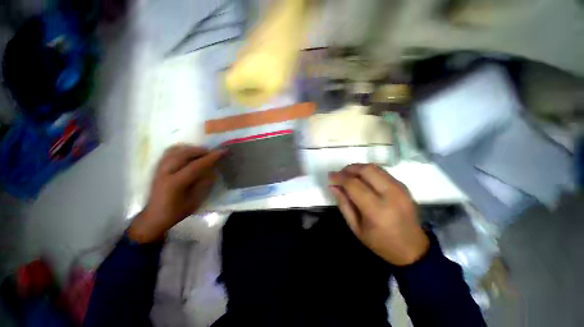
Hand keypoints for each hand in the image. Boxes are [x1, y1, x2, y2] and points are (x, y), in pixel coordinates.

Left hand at [129, 145, 223, 242]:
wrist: (155, 216)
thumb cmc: (177, 211)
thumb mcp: (195, 200)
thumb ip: (204, 183)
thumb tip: (212, 170)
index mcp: (175, 183)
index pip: (196, 166)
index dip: (210, 158)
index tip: (222, 152)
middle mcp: (165, 172)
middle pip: (184, 153)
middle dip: (201, 151)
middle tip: (212, 153)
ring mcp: (159, 168)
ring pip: (176, 150)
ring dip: (191, 149)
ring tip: (202, 152)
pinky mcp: (157, 167)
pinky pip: (170, 152)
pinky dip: (181, 149)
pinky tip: (189, 153)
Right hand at [328, 164, 428, 265]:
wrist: (413, 249)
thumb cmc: (380, 242)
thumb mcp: (356, 227)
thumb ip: (343, 204)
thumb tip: (333, 186)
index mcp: (377, 210)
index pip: (354, 184)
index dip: (339, 178)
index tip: (330, 176)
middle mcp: (391, 195)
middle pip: (366, 170)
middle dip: (349, 169)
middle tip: (339, 174)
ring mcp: (400, 189)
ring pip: (375, 168)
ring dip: (358, 168)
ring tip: (348, 175)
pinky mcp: (404, 186)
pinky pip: (382, 172)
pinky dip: (368, 172)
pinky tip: (362, 179)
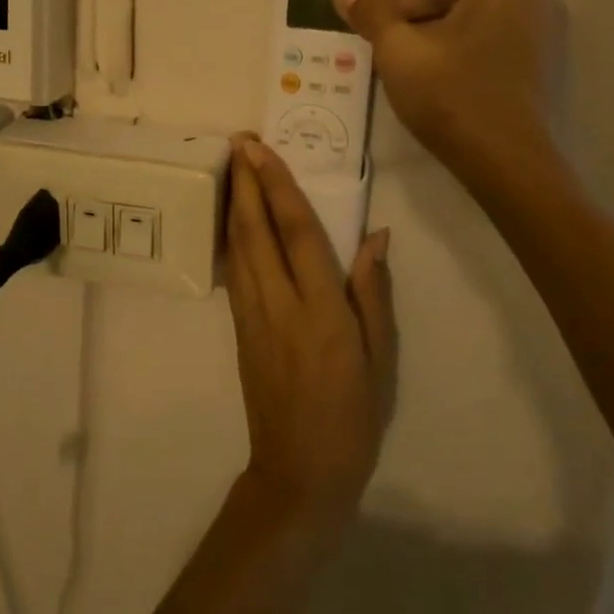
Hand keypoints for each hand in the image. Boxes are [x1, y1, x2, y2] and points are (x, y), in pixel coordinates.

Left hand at [224, 135, 396, 530]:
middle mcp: (280, 304)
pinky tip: (233, 217)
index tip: (260, 149)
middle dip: (245, 181)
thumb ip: (373, 293)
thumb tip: (376, 237)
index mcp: (321, 310)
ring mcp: (253, 316)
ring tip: (233, 166)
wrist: (299, 473)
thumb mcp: (381, 358)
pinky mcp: (239, 329)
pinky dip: (232, 235)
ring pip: (238, 246)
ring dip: (234, 202)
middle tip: (237, 141)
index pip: (296, 232)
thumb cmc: (353, 416)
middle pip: (255, 230)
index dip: (277, 185)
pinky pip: (235, 270)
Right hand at [330, 0, 557, 168]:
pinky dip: (445, 45)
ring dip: (420, 28)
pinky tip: (413, 67)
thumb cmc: (452, 94)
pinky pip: (479, 38)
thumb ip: (369, 11)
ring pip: (463, 17)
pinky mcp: (532, 62)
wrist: (506, 164)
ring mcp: (536, 30)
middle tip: (362, 27)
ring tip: (379, 50)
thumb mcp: (399, 49)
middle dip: (402, 8)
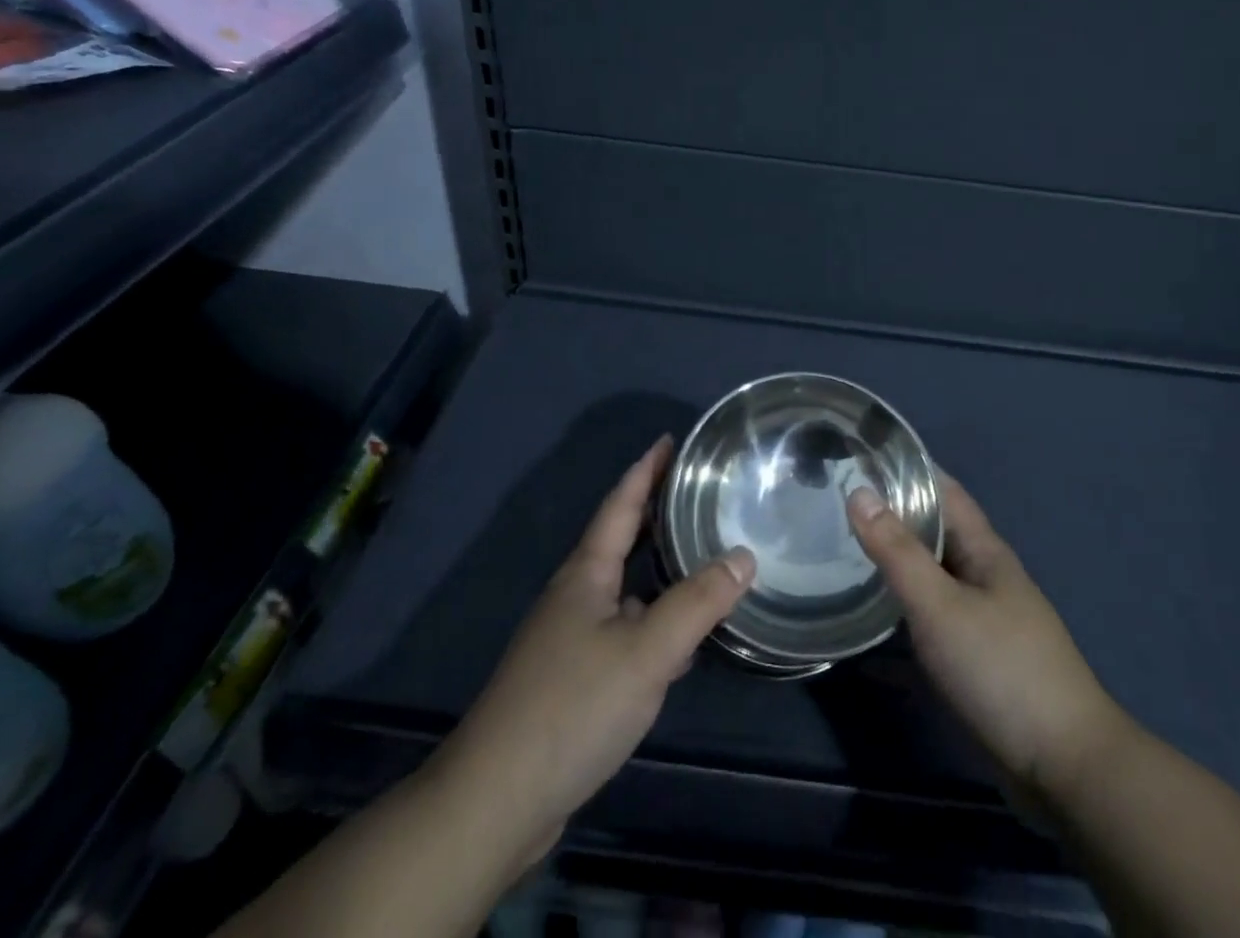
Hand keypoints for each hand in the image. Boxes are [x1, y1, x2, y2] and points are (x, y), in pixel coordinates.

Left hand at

PROBLEM TO WORK ON >>
Restate the whole listing above exactly, except for its images.

RESPONSE TO THE EXERCISE >>
Hand keypoints for each hand in the image. Boxes are [x1, y1, x2, y2] and points are (x, y), in pixel coordinates.

Left hand at [129, 145, 223, 242]:
wrist: (155, 216)
thumb cmc: (177, 211)
thumb mcp: (195, 200)
thumb ip: (204, 183)
thumb tip: (212, 170)
index mcp: (175, 183)
index pip: (196, 166)
index dip: (210, 158)
index tip: (222, 152)
middle mcp: (165, 172)
middle pip: (184, 153)
middle dip: (201, 151)
middle tip: (212, 153)
ring mcp: (159, 168)
ring pip: (176, 150)
ring dip: (191, 149)
ring tip: (202, 152)
pinky mcp: (157, 167)
pinky pip: (170, 152)
pinky dip: (181, 149)
pinky tip: (189, 153)
Right hand at [328, 164, 428, 265]:
wrist: (413, 249)
thumb cmc: (380, 242)
thumb mcp: (356, 227)
thumb ip: (343, 204)
thumb tip: (333, 186)
index mcp: (377, 210)
index pip: (354, 184)
index dip: (339, 178)
index tip: (330, 176)
middle mcp: (391, 195)
middle pip: (366, 170)
middle dip: (349, 169)
middle tip: (339, 174)
ring mcp: (400, 189)
ring pip: (375, 168)
ring dip: (358, 168)
ring tip: (348, 175)
pinky mcp: (404, 186)
pinky pip: (382, 172)
pinky dip: (368, 172)
pinky tip: (362, 179)
Hand keypoints for each hand in the image. Boxes are [x1, y1, x2, y2] and points are (x, y), in pixel coordinates.

Left hand at [224, 135, 396, 530]:
middle mcp: (280, 304)
pinky tip: (233, 217)
index tip: (260, 149)
middle dip: (245, 181)
thumb ip: (373, 293)
thumb tip: (376, 237)
index mcp: (321, 310)
ring mcp: (253, 316)
ring tip: (233, 166)
wrist: (299, 473)
thumb mcp: (381, 358)
pinky mcp: (239, 329)
pinky dip: (232, 235)
ring pip: (238, 246)
ring dip: (234, 202)
middle tip: (237, 141)
index pip: (296, 232)
thumb cmc: (353, 416)
middle pip: (255, 230)
index dip: (277, 185)
pinky pip: (235, 270)
Right hand at [330, 0, 557, 168]:
pinky dip: (445, 45)
ring dip: (420, 28)
pinky tip: (413, 67)
thumb cmc: (452, 94)
pinky pip: (479, 38)
thumb ip: (369, 11)
ring pip: (463, 17)
pinky mcp: (532, 62)
wrist: (506, 164)
ring mcp: (536, 30)
middle tip: (362, 27)
ring tip: (379, 50)
thumb mcp: (399, 49)
middle dip: (402, 8)
Hand keypoints for each hand in the image. Boxes are [x1, y1, x2, y2] and points are (x, y), in pixel coordinates.

Left hand at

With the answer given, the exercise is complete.